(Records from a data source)
++++++++++++++++++++
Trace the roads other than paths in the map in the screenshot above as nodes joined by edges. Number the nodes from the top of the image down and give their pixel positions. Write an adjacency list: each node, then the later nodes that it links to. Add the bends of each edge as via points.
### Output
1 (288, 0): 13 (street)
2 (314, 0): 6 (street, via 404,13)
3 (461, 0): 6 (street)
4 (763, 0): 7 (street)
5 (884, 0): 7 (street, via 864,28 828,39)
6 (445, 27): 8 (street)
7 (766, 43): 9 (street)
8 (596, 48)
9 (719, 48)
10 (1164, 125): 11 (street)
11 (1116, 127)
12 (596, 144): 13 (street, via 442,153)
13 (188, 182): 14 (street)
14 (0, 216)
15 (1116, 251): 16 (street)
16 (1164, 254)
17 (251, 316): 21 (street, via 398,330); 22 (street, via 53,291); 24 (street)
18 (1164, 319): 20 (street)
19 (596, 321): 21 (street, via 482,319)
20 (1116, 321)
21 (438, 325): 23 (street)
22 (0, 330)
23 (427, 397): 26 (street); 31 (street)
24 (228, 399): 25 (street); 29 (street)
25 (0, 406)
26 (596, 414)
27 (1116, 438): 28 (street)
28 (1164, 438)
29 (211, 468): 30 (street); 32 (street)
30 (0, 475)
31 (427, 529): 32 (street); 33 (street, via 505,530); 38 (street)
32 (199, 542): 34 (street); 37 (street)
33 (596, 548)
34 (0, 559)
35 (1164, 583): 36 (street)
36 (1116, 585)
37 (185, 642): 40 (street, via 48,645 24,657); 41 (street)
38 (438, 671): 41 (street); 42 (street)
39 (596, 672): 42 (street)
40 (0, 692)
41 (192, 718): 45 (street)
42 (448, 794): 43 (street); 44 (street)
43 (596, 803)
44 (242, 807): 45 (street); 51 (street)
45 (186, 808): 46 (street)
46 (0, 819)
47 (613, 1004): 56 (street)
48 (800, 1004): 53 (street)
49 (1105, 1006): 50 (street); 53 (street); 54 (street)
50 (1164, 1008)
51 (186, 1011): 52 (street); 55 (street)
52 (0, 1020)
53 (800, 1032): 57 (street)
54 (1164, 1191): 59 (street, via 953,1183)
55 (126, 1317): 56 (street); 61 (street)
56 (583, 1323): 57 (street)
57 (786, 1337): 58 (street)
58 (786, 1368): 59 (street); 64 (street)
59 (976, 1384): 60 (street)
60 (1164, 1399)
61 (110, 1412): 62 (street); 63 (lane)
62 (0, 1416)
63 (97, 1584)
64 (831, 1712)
++++++++++++++++++++
_What you are asked to do:_ Could you set down each entry above word for word?

_Exercise answer:_
Trace the roads other than paths in the map in the screenshot above as nodes joined by edges. Number the nodes from the top of the image down and give their pixel positions. Write an adjacency list: each node, then the later nodes that it links to. Add the bends of each edge as via points.
### Output
1 (288, 0): 13 (street)
2 (314, 0): 6 (street, via 404,13)
3 (461, 0): 6 (street)
4 (763, 0): 7 (street)
5 (884, 0): 7 (street, via 864,28 828,39)
6 (445, 27): 8 (street)
7 (766, 43): 9 (street)
8 (596, 48)
9 (719, 48)
10 (1164, 125): 11 (street)
11 (1116, 127)
12 (596, 144): 13 (street, via 442,153)
13 (188, 182): 14 (street)
14 (0, 216)
15 (1116, 251): 16 (street)
16 (1164, 254)
17 (251, 316): 21 (street, via 398,330); 22 (street, via 53,291); 24 (street)
18 (1164, 319): 20 (street)
19 (596, 321): 21 (street, via 482,319)
20 (1116, 321)
21 (438, 325): 23 (street)
22 (0, 330)
23 (427, 397): 26 (street); 31 (street)
24 (228, 399): 25 (street); 29 (street)
25 (0, 406)
26 (596, 414)
27 (1116, 438): 28 (street)
28 (1164, 438)
29 (211, 468): 30 (street); 32 (street)
30 (0, 475)
31 (427, 529): 32 (street); 33 (street, via 505,530); 38 (street)
32 (199, 542): 34 (street); 37 (street)
33 (596, 548)
34 (0, 559)
35 (1164, 583): 36 (street)
36 (1116, 585)
37 (185, 642): 40 (street, via 48,645 24,657); 41 (street)
38 (438, 671): 41 (street); 42 (street)
39 (596, 672): 42 (street)
40 (0, 692)
41 (192, 718): 45 (street)
42 (448, 794): 43 (street); 44 (street)
43 (596, 803)
44 (242, 807): 45 (street); 51 (street)
45 (186, 808): 46 (street)
46 (0, 819)
47 (613, 1004): 56 (street)
48 (800, 1004): 53 (street)
49 (1105, 1006): 50 (street); 53 (street); 54 (street)
50 (1164, 1008)
51 (186, 1011): 52 (street); 55 (street)
52 (0, 1020)
53 (800, 1032): 57 (street)
54 (1164, 1191): 59 (street, via 953,1183)
55 (126, 1317): 56 (street); 61 (street)
56 (583, 1323): 57 (street)
57 (786, 1337): 58 (street)
58 (786, 1368): 59 (street); 64 (street)
59 (976, 1384): 60 (street)
60 (1164, 1399)
61 (110, 1412): 62 (street); 63 (lane)
62 (0, 1416)
63 (97, 1584)
64 (831, 1712)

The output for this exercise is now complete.